_WORK ITEM_
Every line of the records below from the line with "middle pip: (866, 866)" up to and including the line with "middle mcp: (1189, 856)" must be reproduced exactly, and no line outside that range.

_DATA FOR PROCESSING_
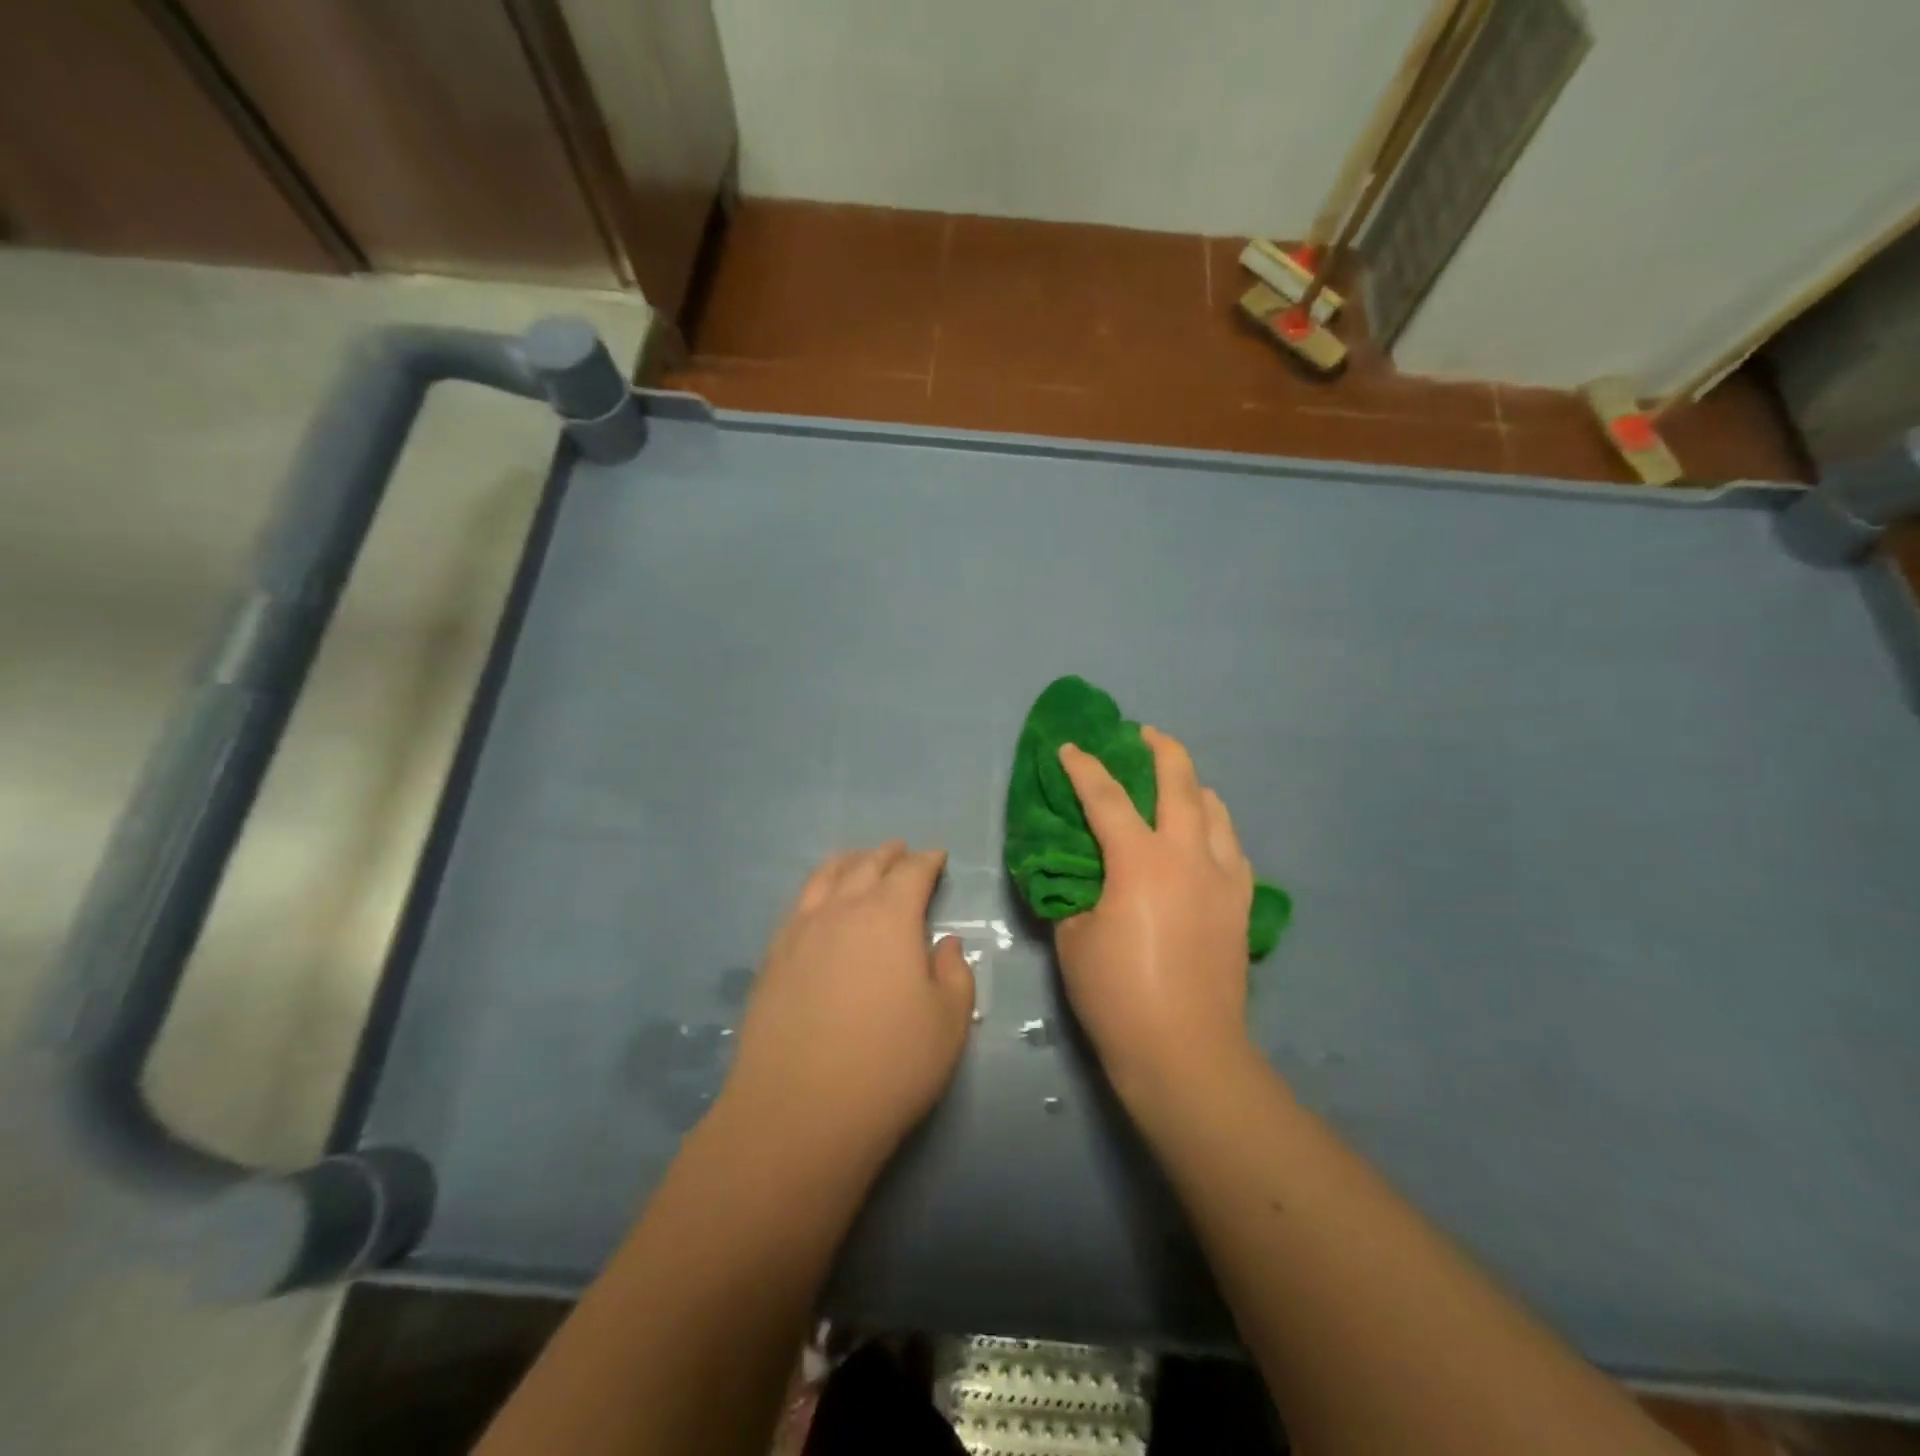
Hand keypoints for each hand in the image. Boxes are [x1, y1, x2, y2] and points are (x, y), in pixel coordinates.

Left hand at [723, 842, 974, 1166]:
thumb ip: (955, 974)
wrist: (799, 1112)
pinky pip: (797, 905)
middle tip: (901, 850)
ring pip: (825, 878)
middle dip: (888, 855)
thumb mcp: (948, 1023)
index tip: (937, 856)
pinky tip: (817, 903)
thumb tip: (944, 943)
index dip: (928, 860)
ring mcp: (800, 932)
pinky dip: (815, 890)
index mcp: (889, 917)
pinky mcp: (771, 959)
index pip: (912, 873)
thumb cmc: (890, 1065)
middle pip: (866, 866)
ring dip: (847, 863)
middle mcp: (842, 911)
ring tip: (857, 860)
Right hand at [1055, 728, 1255, 1106]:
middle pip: (1180, 784)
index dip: (1084, 767)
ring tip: (1176, 784)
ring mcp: (1223, 879)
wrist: (1185, 1053)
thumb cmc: (1118, 996)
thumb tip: (1078, 876)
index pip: (1106, 797)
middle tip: (1143, 734)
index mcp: (1140, 862)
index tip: (1070, 747)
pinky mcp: (1241, 905)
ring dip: (1193, 786)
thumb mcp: (1073, 939)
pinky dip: (1215, 829)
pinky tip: (1204, 839)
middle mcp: (1189, 856)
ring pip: (1216, 810)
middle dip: (1160, 749)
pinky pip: (1232, 847)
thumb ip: (1073, 894)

_ANSWER TO THE EXERCISE_
middle pip: (866, 866)
ring dip: (847, 863)
middle mcp: (842, 911)
ring tip: (857, 860)
Right hand at [1055, 728, 1255, 1106]:
middle pip: (1180, 784)
index dip: (1084, 767)
ring tip: (1176, 784)
ring mcp: (1223, 879)
wrist: (1185, 1053)
thumb cmc: (1118, 996)
thumb tip: (1078, 876)
index pip: (1106, 797)
middle tip: (1143, 734)
index mcp: (1140, 862)
index tip: (1070, 747)
pinky mcp: (1241, 905)
ring dip: (1193, 786)
thumb mcp: (1073, 939)
pinky dip: (1215, 829)
pinky tip: (1204, 839)
middle mcp: (1189, 856)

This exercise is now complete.